November 18, 2008

Fests and events, 11/18.

Jerry Lewis Jerry Lewis's "great originality as a filmmaker lies in his art of multiplying segmentation or segmenting multiplicity so as to produce a spiraling disorder that leads miraculously to a reassertion of order (as in the endings of The Family Jewels, Which Way to the Front?, and Cracking Up [1983]).

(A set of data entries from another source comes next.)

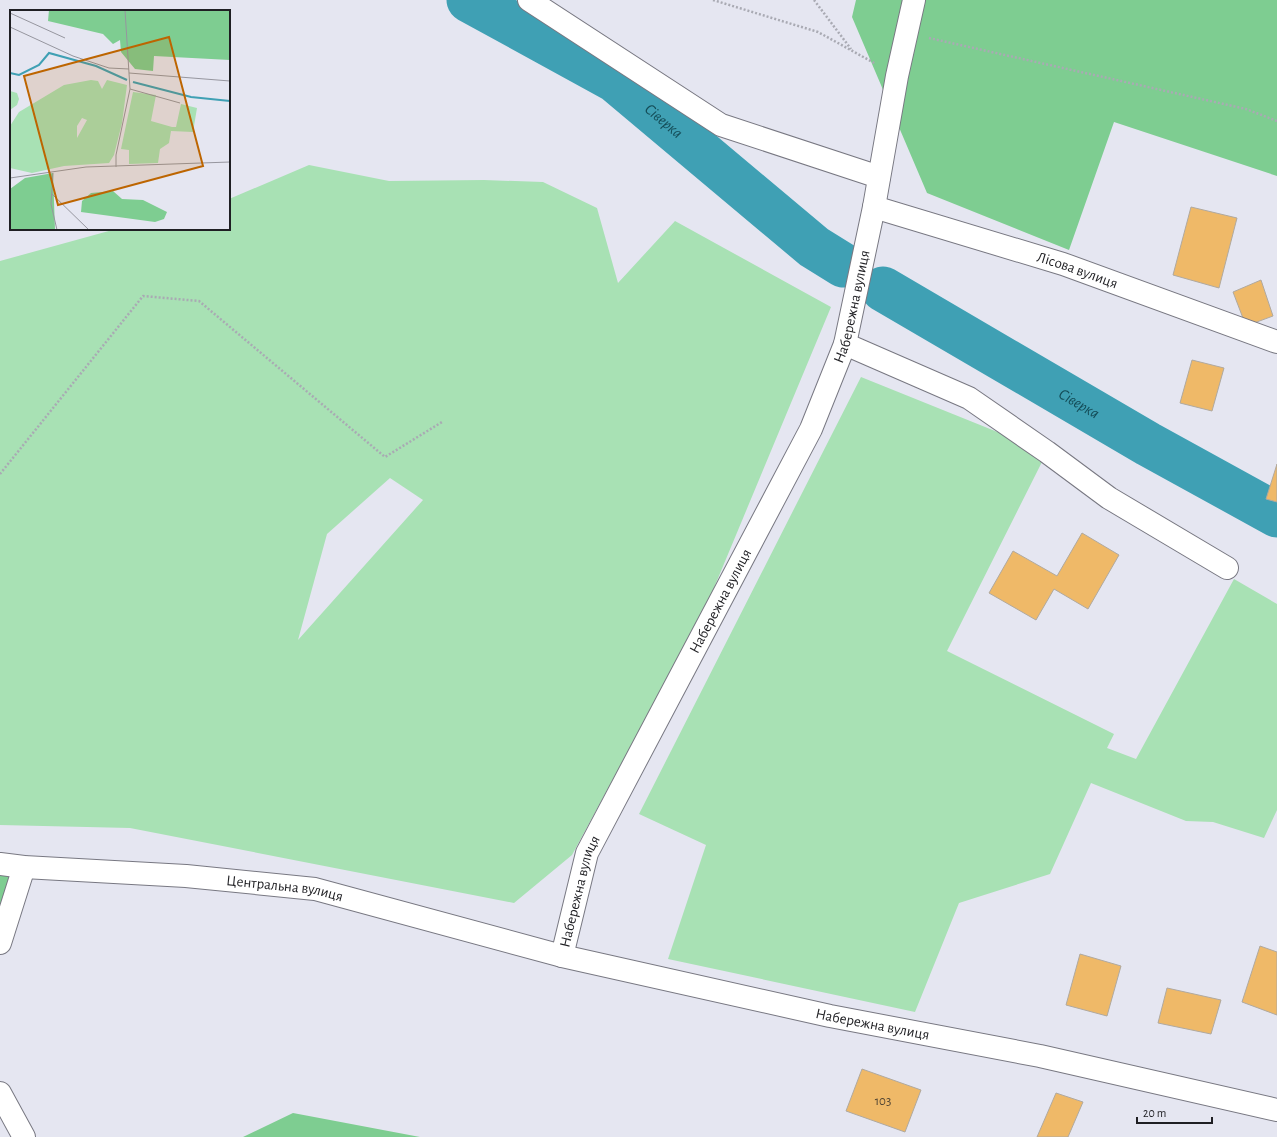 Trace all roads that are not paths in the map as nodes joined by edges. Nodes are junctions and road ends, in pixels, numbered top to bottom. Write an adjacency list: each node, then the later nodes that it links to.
1 (529, 0): 3 (street)
2 (914, 0): 3 (street, Набережна вулиця)
3 (879, 177): 4 (street, Набережна вулиця)
4 (874, 207): 5 (street, Лісова вулиця); 6 (street, Набережна вулиця)
5 (1277, 342)
6 (845, 344): 7 (street); 11 (street, Набережна вулиця)
7 (1227, 568)
8 (0, 864): 9 (street, Центральна вулиця)
9 (24, 867): 10 (street); 11 (street, Центральна вулиця)
10 (0, 943)
11 (562, 956): 13 (street, Набережна вулиця)
12 (0, 1093): 14 (street)
13 (1277, 1110)
14 (24, 1137) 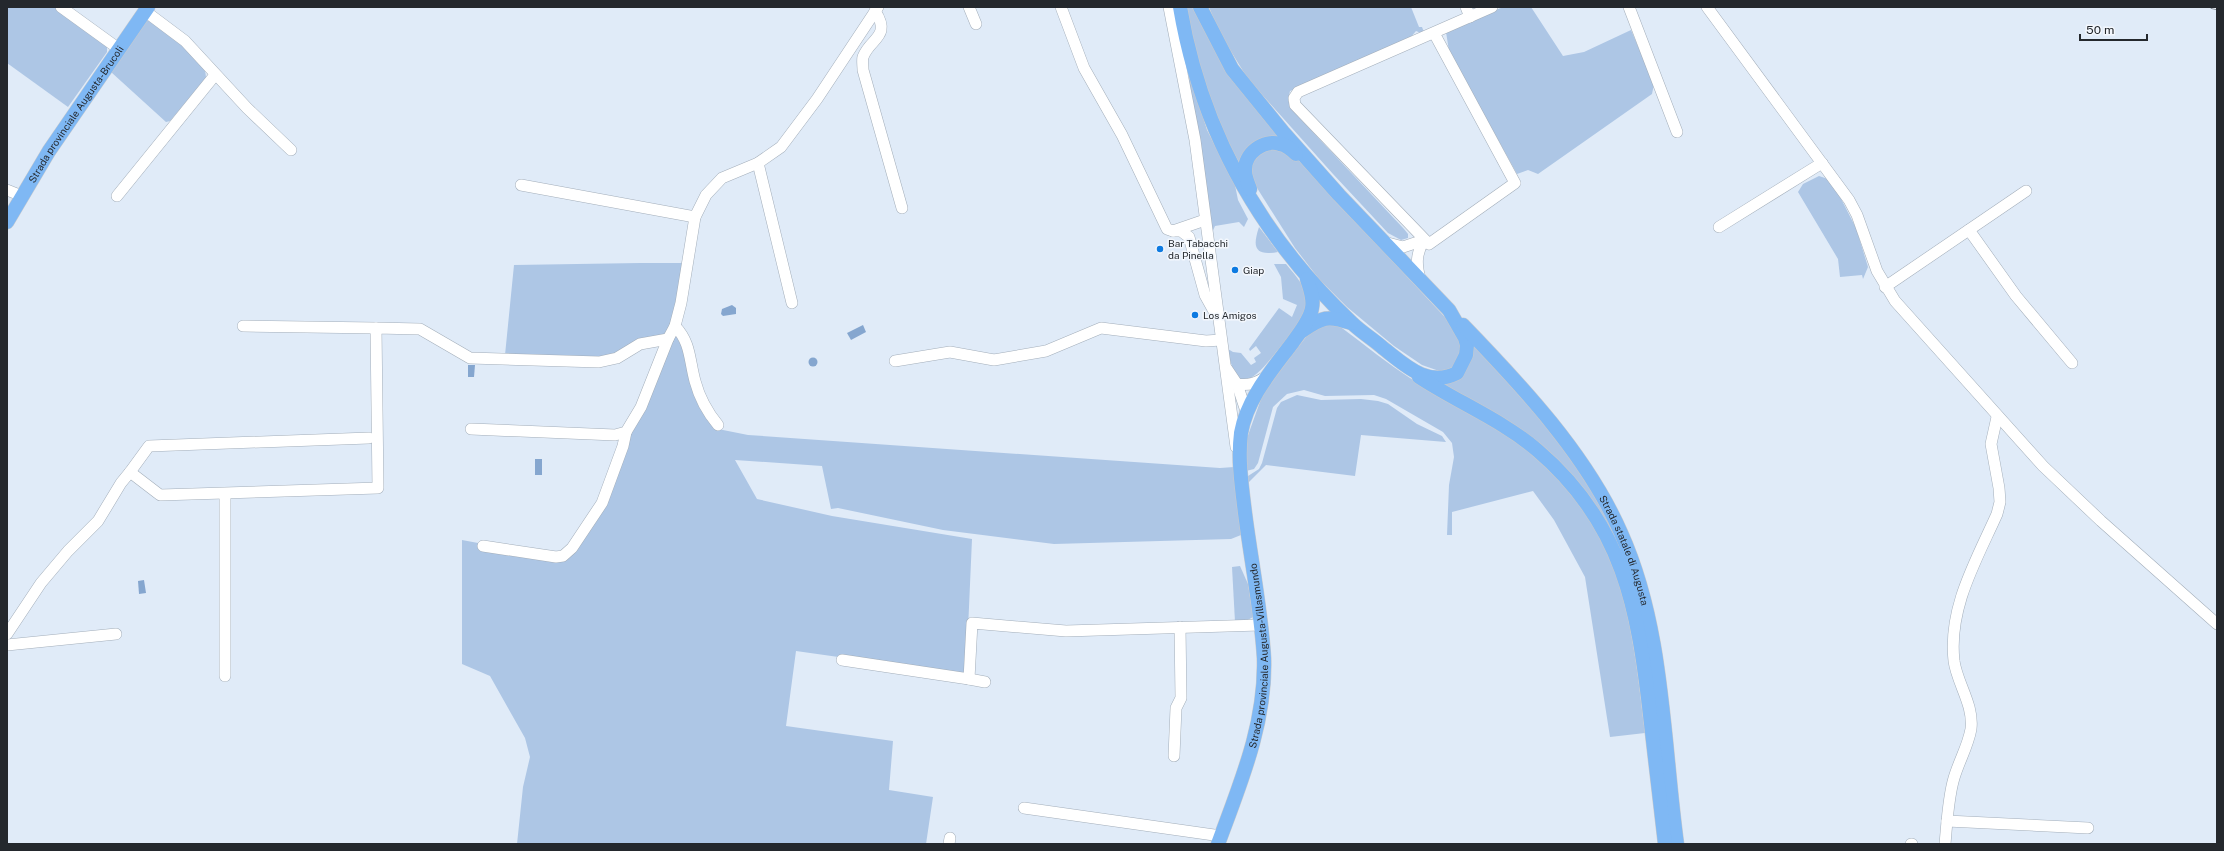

His films take place in zones of indeterminacy and combinatorial freedom." Just one of the many observations in Chris Fujiwara's piece for Moving Image Source adapted in part from his forthcoming book on Lewis - who will be talking with Peter Bogdanovich on stage at the Times Center in Manhattan on Saturday, an event sponsored by the Museum for the Moving Image.

"In his overlapping careers as a historian, a curator, a teacher and a critic, Scott MacDonald has arguably done more than anyone to champion the American experimental cinema," writes Michael Fox, introducing his interview at SF360: "MacDonald will introduce a quartet of shows honoring the films and makers of Canyon Cinema beginning Friday and Saturday, November 21 and 22, at the Ninth Street Independent Film Center, followed by a San Francisco Cinematheque show Sunday, November 23, at Yerba Buena Center for the Arts, and a Pacific Film Archive program Tuesday, November 25."

JX Williams "Noel Lawrence, formerly of San Francisco's Other Cinema, is holding two new screenings in Los Angeles this week," notes Mike Everleth, who's got all the details on the new edition of Experiments in Terror (tomorrow) and an evening of work by JX Williams (Saturday).

"Nursery University the new documentary about the cutthroat, only-in-New-York, ritualized frenzy involved in getting 2- and 3-year-olds into nursery school, had its New York City premiere before a packed audience on Saturday evening as part of the Margaret Mead Film and Video Festival at the American Museum of Natural History," writes Sewell Chan in the New York Times' City Room. "As Susan Dominus wrote in her Big City column last week, the film depicts New York City parents as a 'fascinating anthropological subculture,' fitting for a festival that included films about the Kwakwaka'wakw people of British Columbia and the Nangalala people of Australia's Northern Territory."

The Guardian's Ben Walters reports on Lebowski Fest in New York; plus, photos from Kentucky.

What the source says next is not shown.